Fonte: Os melhores contos Populares de Portugal. Org. de Câmara Cascudo. Dois Mundos Editora.
O BOI BRAGADO
Havia um rei muito bom e amigo dos seus vas salos, mas inimigo da mentira. Recebeu êle um dia, de mimo, um boi bragado, tão bonito como não havia outro para comparar-se. Confiou o boi a um servo, de toda confiança, mandando que o le vasse para uma tapada e lá cuidasse do animal com todo cuidado.

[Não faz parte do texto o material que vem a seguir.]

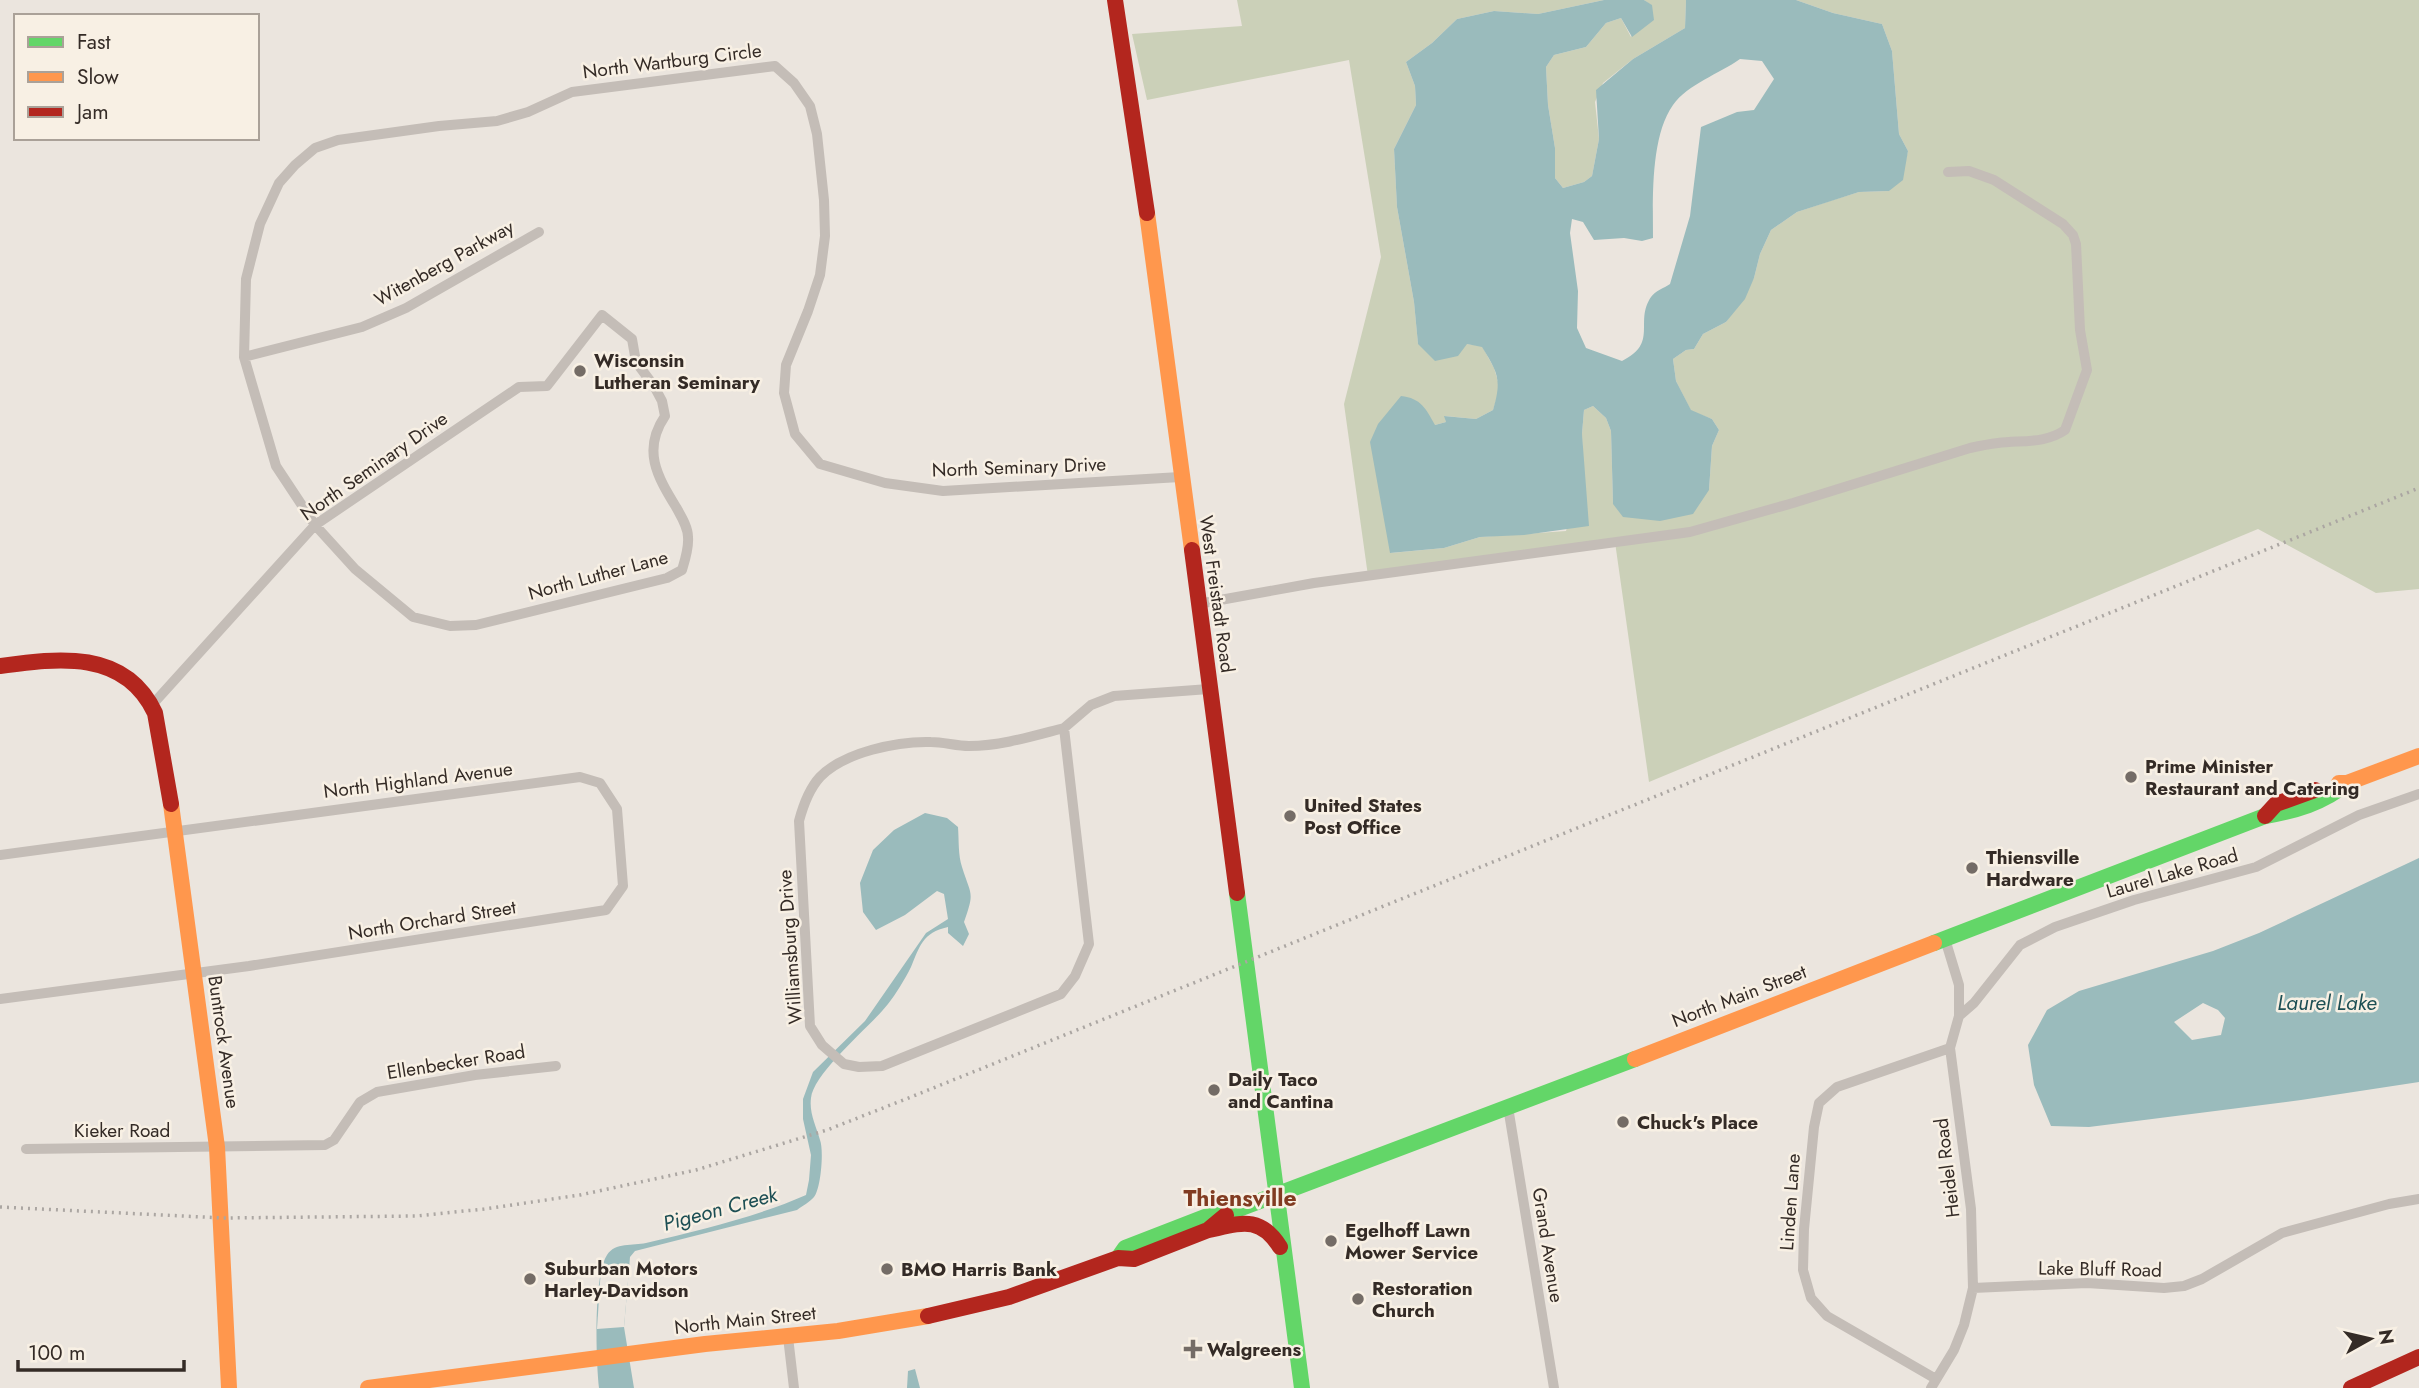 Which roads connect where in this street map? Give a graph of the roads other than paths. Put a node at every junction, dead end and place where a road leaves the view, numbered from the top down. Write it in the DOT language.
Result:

Louvava o rei a fidelidade desse seu criado quando um fidalgo desatou a rir, dizendo admirar-se de acreditar o rei num homem que era igual aos outros; quando fosse do seu interesse haveria de mentir como todos os demais. O rei disse que não, e foram discutindo até que o fidalgo, picado pela resistência, pediu permissão para apostar como o criado mataria o boi bragado, mentindo quando o rei perguntasse pela vida do animal. O rei aceitou o trato.

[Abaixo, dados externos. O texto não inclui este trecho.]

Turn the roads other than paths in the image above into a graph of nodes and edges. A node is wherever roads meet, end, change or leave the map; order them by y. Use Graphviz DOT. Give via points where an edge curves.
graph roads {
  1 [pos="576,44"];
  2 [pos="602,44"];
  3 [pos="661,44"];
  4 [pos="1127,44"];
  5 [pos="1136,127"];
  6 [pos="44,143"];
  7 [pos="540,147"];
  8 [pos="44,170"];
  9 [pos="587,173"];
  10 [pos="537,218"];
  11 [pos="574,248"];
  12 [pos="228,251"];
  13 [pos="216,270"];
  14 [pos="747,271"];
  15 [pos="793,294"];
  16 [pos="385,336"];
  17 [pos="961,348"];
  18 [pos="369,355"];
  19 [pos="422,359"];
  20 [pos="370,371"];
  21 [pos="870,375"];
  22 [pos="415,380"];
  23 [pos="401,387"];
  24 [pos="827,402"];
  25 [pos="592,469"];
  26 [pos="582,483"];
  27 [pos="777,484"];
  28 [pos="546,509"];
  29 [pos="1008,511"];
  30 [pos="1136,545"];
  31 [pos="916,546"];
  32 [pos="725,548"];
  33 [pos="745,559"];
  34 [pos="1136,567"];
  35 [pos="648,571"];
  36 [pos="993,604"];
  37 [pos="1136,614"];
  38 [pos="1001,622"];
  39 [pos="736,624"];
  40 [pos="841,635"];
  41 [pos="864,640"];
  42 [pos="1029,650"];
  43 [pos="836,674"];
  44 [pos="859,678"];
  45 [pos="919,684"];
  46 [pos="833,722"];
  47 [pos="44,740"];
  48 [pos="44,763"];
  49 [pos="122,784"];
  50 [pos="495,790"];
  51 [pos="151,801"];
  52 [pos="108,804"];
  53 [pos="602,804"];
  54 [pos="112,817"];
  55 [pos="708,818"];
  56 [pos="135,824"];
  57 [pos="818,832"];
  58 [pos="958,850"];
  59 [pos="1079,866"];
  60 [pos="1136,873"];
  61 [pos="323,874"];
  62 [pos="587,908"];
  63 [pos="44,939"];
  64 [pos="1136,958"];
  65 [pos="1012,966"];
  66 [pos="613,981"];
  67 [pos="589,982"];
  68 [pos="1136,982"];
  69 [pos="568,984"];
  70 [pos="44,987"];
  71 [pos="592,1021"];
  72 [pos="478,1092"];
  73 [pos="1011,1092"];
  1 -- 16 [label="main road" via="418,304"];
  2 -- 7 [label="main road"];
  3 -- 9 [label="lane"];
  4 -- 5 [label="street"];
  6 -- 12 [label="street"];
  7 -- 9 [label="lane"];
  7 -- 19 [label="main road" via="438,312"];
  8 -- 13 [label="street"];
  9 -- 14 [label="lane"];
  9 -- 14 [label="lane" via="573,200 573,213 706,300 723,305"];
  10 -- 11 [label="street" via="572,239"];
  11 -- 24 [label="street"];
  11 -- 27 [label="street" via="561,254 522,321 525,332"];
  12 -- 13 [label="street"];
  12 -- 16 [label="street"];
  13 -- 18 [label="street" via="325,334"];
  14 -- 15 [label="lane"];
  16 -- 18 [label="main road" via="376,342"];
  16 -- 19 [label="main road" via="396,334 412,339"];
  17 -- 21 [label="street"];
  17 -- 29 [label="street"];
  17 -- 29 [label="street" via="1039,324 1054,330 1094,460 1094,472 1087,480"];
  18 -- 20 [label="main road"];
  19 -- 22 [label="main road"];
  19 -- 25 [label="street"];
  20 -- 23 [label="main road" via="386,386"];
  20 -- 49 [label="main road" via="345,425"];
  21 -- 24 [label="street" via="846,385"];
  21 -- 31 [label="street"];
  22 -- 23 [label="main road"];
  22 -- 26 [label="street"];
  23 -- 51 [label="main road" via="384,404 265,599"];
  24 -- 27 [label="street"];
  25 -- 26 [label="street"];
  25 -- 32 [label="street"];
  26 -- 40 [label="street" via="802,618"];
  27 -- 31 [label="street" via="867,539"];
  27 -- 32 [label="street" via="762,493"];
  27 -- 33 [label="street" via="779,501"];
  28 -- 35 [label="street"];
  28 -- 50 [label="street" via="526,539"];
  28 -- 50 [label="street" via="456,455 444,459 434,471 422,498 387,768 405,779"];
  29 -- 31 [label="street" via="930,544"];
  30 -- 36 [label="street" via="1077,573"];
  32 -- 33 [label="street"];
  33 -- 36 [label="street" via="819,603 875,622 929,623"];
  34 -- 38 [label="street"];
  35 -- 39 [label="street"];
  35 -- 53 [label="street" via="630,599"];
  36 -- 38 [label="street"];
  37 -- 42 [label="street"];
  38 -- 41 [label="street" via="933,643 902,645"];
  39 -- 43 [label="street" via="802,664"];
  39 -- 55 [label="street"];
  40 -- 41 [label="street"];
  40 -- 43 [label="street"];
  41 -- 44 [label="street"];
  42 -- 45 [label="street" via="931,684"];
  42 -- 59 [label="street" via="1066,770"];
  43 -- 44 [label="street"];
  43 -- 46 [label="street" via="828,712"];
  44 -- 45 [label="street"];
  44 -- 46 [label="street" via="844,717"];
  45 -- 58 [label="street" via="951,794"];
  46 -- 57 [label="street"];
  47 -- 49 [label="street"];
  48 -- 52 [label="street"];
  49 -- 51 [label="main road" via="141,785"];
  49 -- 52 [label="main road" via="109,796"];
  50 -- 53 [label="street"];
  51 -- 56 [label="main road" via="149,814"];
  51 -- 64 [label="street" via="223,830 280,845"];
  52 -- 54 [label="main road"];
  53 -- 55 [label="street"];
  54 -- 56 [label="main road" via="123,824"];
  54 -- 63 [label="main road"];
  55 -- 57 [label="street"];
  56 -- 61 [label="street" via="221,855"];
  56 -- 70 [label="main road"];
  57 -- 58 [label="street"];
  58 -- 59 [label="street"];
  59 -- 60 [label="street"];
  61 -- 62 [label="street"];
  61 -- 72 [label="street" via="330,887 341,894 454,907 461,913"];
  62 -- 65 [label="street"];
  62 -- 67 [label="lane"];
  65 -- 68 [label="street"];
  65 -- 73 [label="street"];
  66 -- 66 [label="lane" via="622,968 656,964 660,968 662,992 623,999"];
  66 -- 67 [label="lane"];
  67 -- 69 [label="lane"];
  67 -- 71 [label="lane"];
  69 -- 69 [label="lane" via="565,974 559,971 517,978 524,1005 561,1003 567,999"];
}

Em casa, o fidalgo desesperou pela sua idéia de apostar tanto dinheiro, e ainda pela dificuldade de realizar o que firmara. Sua filha mais nova, atirada e esperta, tanto perguntou que o pai -lhe disse seu negócio e a moça prometeu "fazer com que êle ganhasse o ouro do rei.
Vestiu-se de lavradora, pés descalços, lenço na cabeça, e foi parar à tapada real, perguntando pelo rapaz que guardava o boi bragado. Conhecendo-o, começou a fazer-se enamorada e tais provas deu do seu amor, que o moço ficou ardendo também, rendido aos encantos da endiabrada moçoila. Pediu esta, semanas depois, que matasse o boi bragado porque lhe queria comer o fígado. O rapaz ficou espavorido com o desejo mas, sem vontade própria, apanhou o boi, matou-o, tirou-lhe o fígado e a moça o comeu assado.
Dias passados, fingindo ir às compras, a moça foi para casa e disse ao pai que o boi bragado não existia mais. O fidalgo correu a palácio, gabando-se de haver tido razão contra o rei. Este mandou chamar o vaqueiro que compareceu muito triste com as cousas sucedidas. O fidalgo estava assistindo à conversa do rei.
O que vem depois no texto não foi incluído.